Copy each line of the entries beneath that contains the word "Highway".
### Information given
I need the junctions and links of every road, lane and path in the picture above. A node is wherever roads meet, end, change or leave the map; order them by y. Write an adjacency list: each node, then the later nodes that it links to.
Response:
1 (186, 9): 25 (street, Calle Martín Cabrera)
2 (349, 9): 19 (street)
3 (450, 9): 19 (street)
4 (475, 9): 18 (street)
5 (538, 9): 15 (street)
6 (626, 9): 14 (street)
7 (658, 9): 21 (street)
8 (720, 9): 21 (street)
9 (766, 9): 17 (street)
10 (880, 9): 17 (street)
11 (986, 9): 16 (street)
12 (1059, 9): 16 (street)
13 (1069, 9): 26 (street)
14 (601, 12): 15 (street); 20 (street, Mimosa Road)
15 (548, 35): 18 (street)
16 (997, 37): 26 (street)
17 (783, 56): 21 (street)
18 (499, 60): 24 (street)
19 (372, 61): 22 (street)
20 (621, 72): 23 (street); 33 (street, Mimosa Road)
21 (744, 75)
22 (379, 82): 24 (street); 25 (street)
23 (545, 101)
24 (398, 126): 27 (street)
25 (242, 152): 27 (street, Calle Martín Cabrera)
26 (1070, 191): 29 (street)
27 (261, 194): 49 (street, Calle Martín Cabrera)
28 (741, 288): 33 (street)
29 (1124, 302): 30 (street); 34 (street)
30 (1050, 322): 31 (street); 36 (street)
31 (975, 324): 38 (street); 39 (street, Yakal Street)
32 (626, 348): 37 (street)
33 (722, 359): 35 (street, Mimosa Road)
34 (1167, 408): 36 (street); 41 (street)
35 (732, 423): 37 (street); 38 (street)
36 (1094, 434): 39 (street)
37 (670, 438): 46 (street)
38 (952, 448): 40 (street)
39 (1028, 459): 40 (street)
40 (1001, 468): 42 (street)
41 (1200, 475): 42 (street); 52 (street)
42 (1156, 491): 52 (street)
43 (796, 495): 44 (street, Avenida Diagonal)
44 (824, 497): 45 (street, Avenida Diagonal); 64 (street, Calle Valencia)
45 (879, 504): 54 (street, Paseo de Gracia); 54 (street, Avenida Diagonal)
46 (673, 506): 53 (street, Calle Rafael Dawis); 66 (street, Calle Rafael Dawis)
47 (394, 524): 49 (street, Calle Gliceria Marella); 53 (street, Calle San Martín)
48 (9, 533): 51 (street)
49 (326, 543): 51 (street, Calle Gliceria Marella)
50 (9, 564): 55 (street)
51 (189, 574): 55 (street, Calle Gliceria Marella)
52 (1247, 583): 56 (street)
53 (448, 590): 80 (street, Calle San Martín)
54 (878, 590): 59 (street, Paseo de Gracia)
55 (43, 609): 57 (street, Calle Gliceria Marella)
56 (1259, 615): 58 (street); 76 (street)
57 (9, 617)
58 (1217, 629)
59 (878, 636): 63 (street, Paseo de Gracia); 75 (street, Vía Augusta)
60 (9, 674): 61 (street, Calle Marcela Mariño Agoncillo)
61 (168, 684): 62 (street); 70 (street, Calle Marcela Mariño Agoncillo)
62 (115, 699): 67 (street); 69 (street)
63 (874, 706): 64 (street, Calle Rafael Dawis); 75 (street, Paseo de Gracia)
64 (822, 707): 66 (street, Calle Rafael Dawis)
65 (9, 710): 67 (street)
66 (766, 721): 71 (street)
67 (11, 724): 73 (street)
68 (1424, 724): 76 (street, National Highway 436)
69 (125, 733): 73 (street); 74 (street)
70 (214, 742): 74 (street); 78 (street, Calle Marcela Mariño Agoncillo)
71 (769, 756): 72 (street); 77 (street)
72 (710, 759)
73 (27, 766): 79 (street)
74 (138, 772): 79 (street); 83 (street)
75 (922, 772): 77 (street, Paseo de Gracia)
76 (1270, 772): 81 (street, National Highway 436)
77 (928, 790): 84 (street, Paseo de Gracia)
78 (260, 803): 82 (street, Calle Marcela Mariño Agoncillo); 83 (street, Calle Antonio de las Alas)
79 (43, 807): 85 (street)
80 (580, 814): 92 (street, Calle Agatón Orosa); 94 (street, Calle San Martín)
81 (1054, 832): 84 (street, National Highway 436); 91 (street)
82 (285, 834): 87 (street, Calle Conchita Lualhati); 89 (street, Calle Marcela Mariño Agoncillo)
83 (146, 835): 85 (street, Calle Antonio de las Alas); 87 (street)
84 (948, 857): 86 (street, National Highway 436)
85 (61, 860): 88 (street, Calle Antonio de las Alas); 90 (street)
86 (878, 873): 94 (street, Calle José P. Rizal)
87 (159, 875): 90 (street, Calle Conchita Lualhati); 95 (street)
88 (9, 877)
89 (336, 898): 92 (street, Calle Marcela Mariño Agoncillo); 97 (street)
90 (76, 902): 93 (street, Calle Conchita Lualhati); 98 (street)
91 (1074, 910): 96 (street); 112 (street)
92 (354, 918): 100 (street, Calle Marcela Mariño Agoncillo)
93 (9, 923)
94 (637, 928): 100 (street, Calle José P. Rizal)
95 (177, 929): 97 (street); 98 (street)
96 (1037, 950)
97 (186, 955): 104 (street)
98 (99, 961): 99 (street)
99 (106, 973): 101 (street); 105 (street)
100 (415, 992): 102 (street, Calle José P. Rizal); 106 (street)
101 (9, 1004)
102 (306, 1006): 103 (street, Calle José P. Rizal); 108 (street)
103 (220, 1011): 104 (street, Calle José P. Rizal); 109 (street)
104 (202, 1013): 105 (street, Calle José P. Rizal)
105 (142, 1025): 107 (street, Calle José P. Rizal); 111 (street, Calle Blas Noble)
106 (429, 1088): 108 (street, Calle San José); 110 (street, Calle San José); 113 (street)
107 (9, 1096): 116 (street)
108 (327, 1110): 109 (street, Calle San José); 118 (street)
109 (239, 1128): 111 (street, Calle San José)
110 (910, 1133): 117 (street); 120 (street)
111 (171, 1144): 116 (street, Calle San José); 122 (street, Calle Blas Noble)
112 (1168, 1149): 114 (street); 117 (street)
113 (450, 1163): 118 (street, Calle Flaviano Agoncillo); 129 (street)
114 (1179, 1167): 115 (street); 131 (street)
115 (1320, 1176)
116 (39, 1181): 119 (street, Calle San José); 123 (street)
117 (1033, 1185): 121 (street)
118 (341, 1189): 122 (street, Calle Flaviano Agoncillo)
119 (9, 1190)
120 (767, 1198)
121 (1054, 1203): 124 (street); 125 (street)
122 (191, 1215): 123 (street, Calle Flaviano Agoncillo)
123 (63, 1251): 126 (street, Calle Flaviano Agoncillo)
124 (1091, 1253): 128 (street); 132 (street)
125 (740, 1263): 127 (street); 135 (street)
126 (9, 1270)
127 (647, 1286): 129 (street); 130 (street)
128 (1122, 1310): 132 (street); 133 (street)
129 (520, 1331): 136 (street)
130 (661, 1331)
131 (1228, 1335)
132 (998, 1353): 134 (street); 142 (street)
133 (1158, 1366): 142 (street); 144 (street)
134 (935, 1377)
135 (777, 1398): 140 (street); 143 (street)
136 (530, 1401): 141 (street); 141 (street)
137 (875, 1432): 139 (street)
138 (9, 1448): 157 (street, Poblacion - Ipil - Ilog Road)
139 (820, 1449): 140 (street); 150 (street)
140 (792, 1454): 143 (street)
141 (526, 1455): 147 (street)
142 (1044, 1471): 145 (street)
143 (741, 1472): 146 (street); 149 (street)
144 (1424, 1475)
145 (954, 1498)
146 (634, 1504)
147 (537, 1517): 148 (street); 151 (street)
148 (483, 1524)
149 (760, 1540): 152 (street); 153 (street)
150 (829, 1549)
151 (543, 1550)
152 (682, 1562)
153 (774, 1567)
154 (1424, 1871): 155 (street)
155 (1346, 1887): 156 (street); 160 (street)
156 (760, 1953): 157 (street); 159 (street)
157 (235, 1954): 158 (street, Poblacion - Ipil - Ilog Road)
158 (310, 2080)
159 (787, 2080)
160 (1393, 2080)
######
▶ [Output]
68 (1424, 724): 76 (street, National Highway 436)
76 (1270, 772): 81 (street, National Highway 436)
81 (1054, 832): 84 (street, National Highway 436); 91 (street)
84 (948, 857): 86 (street, National Highway 436)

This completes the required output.